La cuchara entonces se hace palo entrando el movimiento en danza con ritmo circular para que, bailando con la masa, consiga despegarla de la plancha letales de la sartén. Sólo en esa danza, Eternoretornista en espiral trascendente, se va produciendo la liberación, que llevará al conjunto a descansar libre en blanquísima fuente que espera que repose para dejarla enfriar.

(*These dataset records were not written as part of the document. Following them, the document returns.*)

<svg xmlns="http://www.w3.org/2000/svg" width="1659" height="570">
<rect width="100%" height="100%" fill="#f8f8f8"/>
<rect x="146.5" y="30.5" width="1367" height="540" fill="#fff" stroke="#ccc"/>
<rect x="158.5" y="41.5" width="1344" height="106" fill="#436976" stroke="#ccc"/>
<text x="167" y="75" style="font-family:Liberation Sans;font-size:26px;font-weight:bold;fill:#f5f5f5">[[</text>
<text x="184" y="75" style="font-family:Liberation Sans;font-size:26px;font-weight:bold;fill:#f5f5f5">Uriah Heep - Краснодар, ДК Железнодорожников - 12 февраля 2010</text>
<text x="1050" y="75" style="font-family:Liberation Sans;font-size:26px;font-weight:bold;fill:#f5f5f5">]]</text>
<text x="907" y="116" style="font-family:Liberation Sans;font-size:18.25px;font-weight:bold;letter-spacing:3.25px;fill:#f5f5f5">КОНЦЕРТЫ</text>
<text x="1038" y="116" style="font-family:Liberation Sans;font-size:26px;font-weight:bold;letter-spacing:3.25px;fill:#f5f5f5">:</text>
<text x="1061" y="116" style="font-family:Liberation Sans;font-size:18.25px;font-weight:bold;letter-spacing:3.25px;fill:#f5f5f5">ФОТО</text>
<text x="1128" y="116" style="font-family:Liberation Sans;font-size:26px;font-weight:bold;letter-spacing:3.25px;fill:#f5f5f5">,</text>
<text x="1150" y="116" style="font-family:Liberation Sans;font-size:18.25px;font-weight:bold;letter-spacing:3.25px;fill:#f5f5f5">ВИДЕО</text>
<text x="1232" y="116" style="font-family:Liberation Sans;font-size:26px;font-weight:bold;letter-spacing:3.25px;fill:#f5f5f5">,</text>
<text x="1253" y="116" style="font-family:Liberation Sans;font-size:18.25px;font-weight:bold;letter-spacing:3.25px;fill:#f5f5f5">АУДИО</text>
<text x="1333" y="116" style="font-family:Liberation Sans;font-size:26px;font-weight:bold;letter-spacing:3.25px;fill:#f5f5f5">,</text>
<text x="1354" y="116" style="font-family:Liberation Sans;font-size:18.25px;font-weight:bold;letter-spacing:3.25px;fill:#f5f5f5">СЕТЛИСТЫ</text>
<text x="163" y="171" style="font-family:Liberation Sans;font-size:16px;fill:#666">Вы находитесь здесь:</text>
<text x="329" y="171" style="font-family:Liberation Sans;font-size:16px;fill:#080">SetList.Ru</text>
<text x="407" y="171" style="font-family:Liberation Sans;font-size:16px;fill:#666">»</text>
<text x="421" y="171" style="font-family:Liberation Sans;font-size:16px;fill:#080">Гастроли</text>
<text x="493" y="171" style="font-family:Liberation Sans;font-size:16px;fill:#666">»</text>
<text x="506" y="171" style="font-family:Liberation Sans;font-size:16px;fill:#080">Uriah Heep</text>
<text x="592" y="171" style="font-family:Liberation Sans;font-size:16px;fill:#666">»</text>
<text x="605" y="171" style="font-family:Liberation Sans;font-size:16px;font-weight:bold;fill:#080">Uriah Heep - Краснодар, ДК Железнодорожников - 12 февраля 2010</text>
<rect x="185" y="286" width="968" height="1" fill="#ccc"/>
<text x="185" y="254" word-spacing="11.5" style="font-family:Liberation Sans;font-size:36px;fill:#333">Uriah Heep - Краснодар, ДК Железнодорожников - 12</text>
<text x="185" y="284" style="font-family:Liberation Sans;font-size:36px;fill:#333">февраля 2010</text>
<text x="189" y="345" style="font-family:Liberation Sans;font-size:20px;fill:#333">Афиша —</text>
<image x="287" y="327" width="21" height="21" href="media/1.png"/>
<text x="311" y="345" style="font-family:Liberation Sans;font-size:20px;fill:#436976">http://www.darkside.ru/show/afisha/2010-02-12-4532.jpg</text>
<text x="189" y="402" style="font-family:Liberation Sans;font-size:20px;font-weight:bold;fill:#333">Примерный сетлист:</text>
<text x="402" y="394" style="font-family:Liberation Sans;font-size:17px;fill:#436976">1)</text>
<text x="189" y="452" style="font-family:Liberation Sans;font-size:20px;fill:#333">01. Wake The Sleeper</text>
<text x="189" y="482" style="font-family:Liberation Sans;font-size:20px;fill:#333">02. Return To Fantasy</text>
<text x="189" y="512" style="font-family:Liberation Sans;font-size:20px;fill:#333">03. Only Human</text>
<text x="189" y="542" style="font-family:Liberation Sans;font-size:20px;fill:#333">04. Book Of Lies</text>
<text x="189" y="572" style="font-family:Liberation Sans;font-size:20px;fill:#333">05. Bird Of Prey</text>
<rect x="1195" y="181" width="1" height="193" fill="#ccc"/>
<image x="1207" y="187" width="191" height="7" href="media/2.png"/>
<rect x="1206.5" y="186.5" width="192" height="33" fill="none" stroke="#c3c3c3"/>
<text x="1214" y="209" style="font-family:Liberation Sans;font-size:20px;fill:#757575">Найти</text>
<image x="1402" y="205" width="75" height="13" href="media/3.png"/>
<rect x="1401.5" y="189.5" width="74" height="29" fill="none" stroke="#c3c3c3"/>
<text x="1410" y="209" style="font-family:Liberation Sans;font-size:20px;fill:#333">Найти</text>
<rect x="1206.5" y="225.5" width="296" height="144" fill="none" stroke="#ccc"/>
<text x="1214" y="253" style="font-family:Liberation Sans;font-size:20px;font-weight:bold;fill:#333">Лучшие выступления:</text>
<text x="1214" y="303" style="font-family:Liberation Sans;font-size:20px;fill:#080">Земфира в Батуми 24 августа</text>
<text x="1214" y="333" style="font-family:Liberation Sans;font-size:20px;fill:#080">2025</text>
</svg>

A su lado, observan un ejército de huevos multiplicados. Cocidos y divididos en tres partes, les he pulido muy sutilmente los extremos para que se puedan rebozar mejor. Llega pues la anhelada comunión primera de salsa y huevo, cubriendo cada tercio con una bolita de bechamel ya fría. El pan, eterno protagonista de la vida y la cocina, acude rallado para rubricar la obra. Es la firma total que moldea el conjunto, culminando a cada pieza en espera de otro baño de huevos batidos que, fuera de la elite cocida, despliegan sus caricias sobre cada porción que será rebozada de nuevo con nueva capa de pan infinito.
Y llega el momento de la verdad. Desde el abismo de una bañera de aceite voluptuoso gime un chisporroteo in crescendo espera recibir a cada huevo.
El plato es el que más éxito tiene en Navidad…y en cualquier época. Lo llevo al salón en fuentes de docenas colocándolo entre un buey y un centollo que no pueden evitar tener un gesto de superioridad. Chulería de mar aristocrático que se les va pasando al ver vaciarse el plato de huevos con bechamel a velocidad de vértigo, mientras las bocas de los crustáceos siguen, amenazantes en la mesa. Es lo que hay, yo ya he comido tres y siempre brindo por la Feli y por ese trozo de pan tostado en aceite que, indicando el comienzo de la ceremonia del proceso, todavía no sé para qué sirve.
Sirve para eso que tan bien has descrito, Almirante; para que no sepa a crudo el aceite frito, para que absorba esa acidez del aceite y no pase a la fritura.
Excelente plato, vive Dios.
Qué bonito lo cuentas. Y qué sorpresa me he llevado al leer tu artículo de hoy. Es uno de mis platos favoritos. No sé de nadie que los haga. Lo aprendí de mi madre, y ¡me encantan!
Da gusto leer esta receta tan sencilla pero que requiere un arte especial.Los hacia mi madre y también freía pan para quitarle el sabor a crudo al aceite.!!Vivan los huevos con bechamel!